Stored data entries:

BEGIN

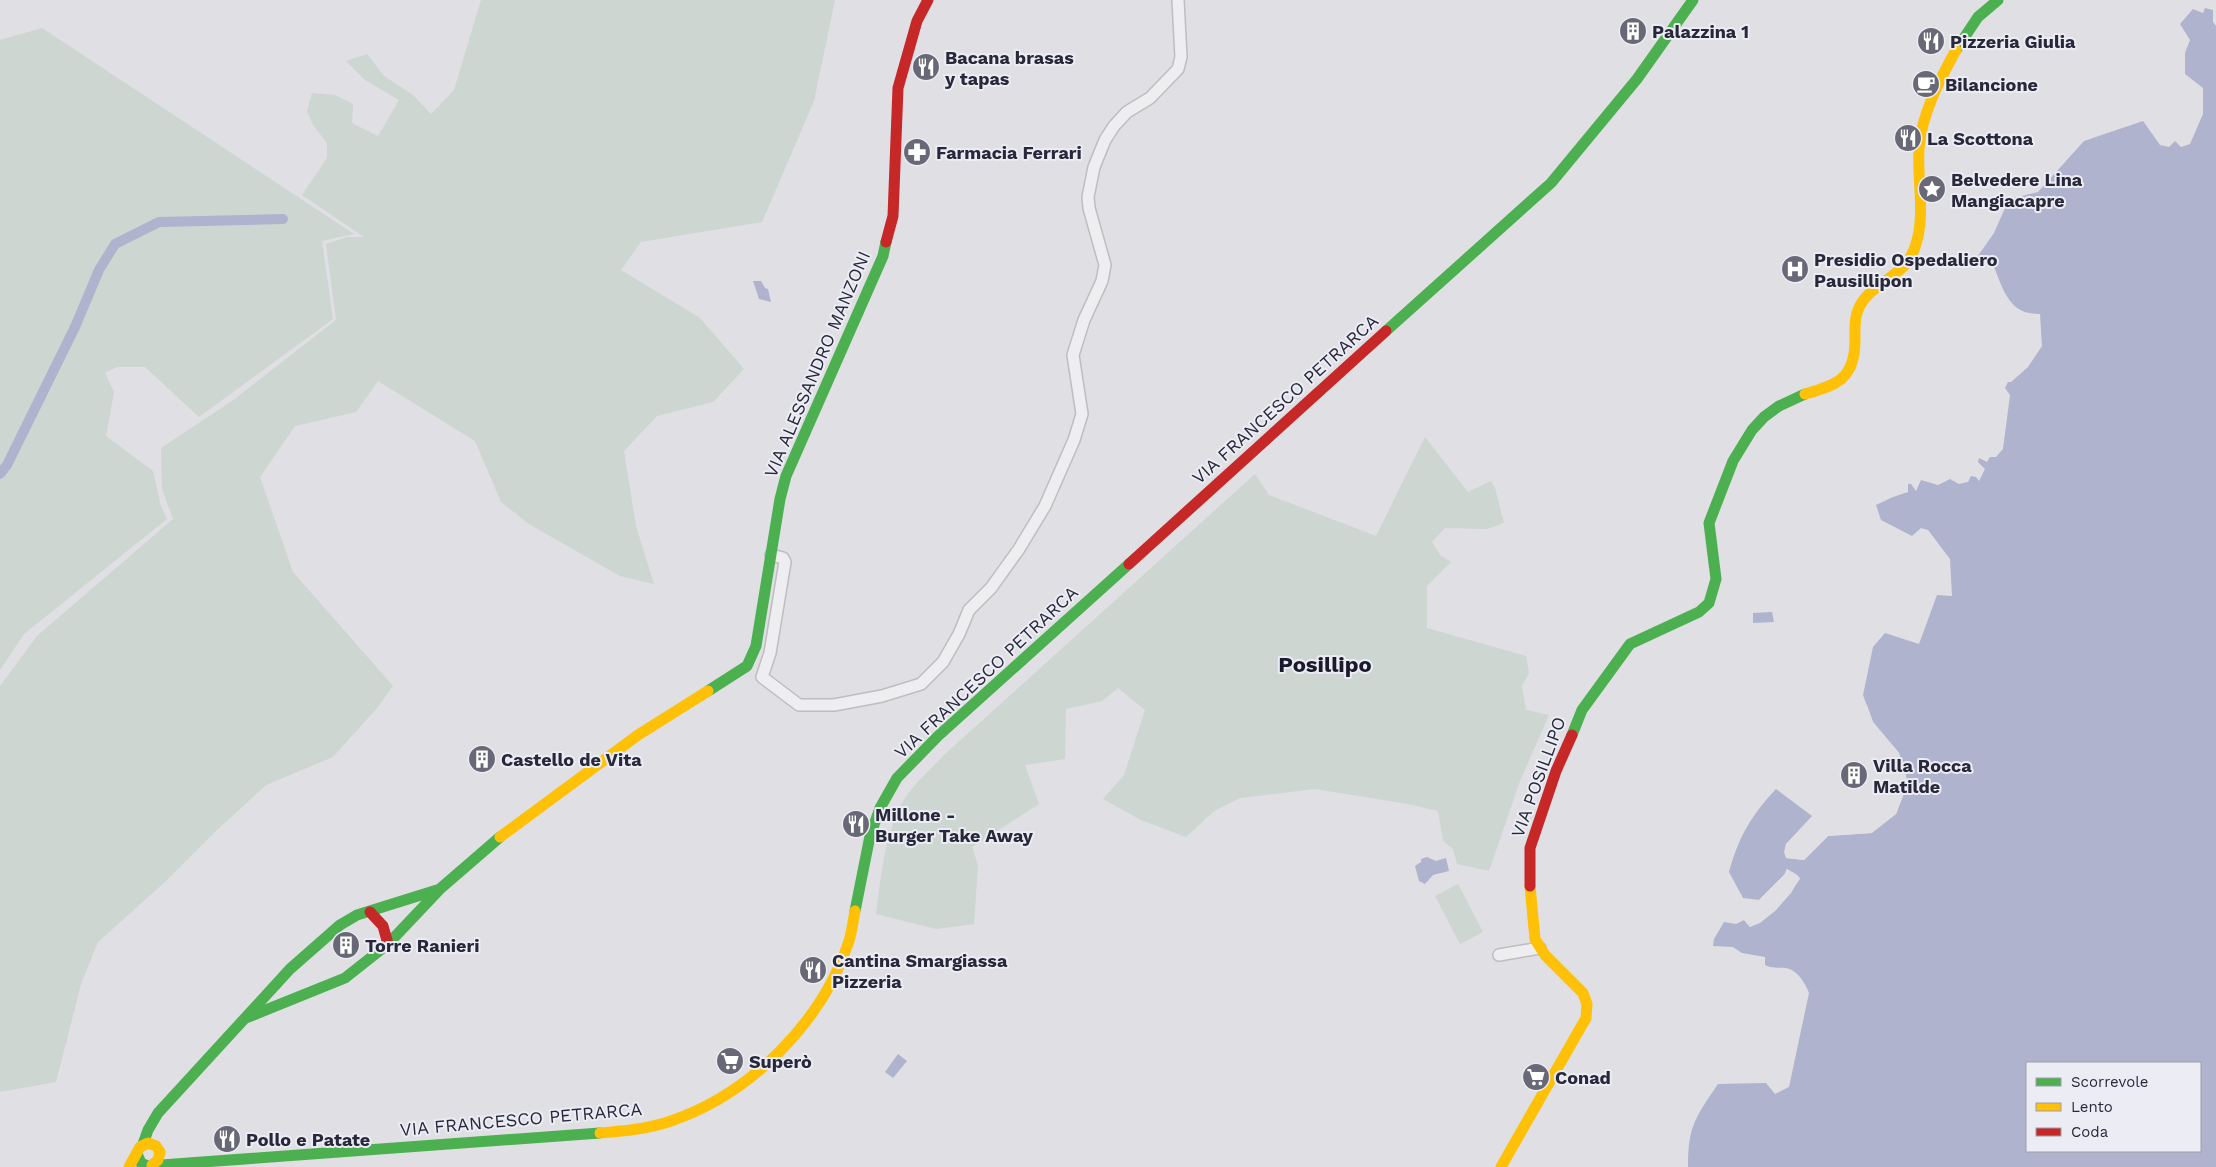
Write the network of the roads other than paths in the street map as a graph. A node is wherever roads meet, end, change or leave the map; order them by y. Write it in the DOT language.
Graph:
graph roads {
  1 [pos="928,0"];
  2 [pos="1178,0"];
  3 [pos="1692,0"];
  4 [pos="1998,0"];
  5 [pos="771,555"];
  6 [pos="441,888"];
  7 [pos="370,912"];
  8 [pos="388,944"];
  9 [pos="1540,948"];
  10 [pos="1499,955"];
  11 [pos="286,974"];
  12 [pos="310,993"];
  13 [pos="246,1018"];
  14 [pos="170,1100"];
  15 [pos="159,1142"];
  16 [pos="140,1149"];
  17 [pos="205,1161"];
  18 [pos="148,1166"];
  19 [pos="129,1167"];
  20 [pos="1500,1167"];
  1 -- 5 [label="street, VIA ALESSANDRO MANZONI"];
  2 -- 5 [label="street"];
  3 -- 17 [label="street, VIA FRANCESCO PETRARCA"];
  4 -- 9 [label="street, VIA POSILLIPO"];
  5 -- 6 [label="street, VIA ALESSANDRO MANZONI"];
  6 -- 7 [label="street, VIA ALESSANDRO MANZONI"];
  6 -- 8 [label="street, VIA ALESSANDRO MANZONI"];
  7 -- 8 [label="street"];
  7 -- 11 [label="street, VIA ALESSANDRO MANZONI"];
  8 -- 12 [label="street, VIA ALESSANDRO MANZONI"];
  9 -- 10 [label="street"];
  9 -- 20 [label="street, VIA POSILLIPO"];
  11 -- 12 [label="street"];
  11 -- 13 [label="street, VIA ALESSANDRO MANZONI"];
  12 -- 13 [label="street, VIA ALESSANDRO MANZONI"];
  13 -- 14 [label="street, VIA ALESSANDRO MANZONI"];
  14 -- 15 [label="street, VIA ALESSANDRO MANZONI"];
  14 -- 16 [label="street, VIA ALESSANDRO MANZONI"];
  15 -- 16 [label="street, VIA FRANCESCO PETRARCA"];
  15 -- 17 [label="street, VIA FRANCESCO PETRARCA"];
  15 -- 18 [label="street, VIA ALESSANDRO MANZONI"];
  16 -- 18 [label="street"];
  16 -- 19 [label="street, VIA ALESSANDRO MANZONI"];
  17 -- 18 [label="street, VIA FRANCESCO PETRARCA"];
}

END

* What is required:
With images excluded, write the records above out again exactly.

* Answer box:
Write the network of the roads other than paths in the street map as a graph. A node is wherever roads meet, end, change or leave the map; order them by y. Write it in the DOT language.
Graph:
graph roads {
  1 [pos="928,0"];
  2 [pos="1178,0"];
  3 [pos="1692,0"];
  4 [pos="1998,0"];
  5 [pos="771,555"];
  6 [pos="441,888"];
  7 [pos="370,912"];
  8 [pos="388,944"];
  9 [pos="1540,948"];
  10 [pos="1499,955"];
  11 [pos="286,974"];
  12 [pos="310,993"];
  13 [pos="246,1018"];
  14 [pos="170,1100"];
  15 [pos="159,1142"];
  16 [pos="140,1149"];
  17 [pos="205,1161"];
  18 [pos="148,1166"];
  19 [pos="129,1167"];
  20 [pos="1500,1167"];
  1 -- 5 [label="street, VIA ALESSANDRO MANZONI"];
  2 -- 5 [label="street"];
  3 -- 17 [label="street, VIA FRANCESCO PETRARCA"];
  4 -- 9 [label="street, VIA POSILLIPO"];
  5 -- 6 [label="street, VIA ALESSANDRO MANZONI"];
  6 -- 7 [label="street, VIA ALESSANDRO MANZONI"];
  6 -- 8 [label="street, VIA ALESSANDRO MANZONI"];
  7 -- 8 [label="street"];
  7 -- 11 [label="street, VIA ALESSANDRO MANZONI"];
  8 -- 12 [label="street, VIA ALESSANDRO MANZONI"];
  9 -- 10 [label="street"];
  9 -- 20 [label="street, VIA POSILLIPO"];
  11 -- 12 [label="street"];
  11 -- 13 [label="street, VIA ALESSANDRO MANZONI"];
  12 -- 13 [label="street, VIA ALESSANDRO MANZONI"];
  13 -- 14 [label="street, VIA ALESSANDRO MANZONI"];
  14 -- 15 [label="street, VIA ALESSANDRO MANZONI"];
  14 -- 16 [label="street, VIA ALESSANDRO MANZONI"];
  15 -- 16 [label="street, VIA FRANCESCO PETRARCA"];
  15 -- 17 [label="street, VIA FRANCESCO PETRARCA"];
  15 -- 18 [label="street, VIA ALESSANDRO MANZONI"];
  16 -- 18 [label="street"];
  16 -- 19 [label="street, VIA ALESSANDRO MANZONI"];
  17 -- 18 [label="street, VIA FRANCESCO PETRARCA"];
}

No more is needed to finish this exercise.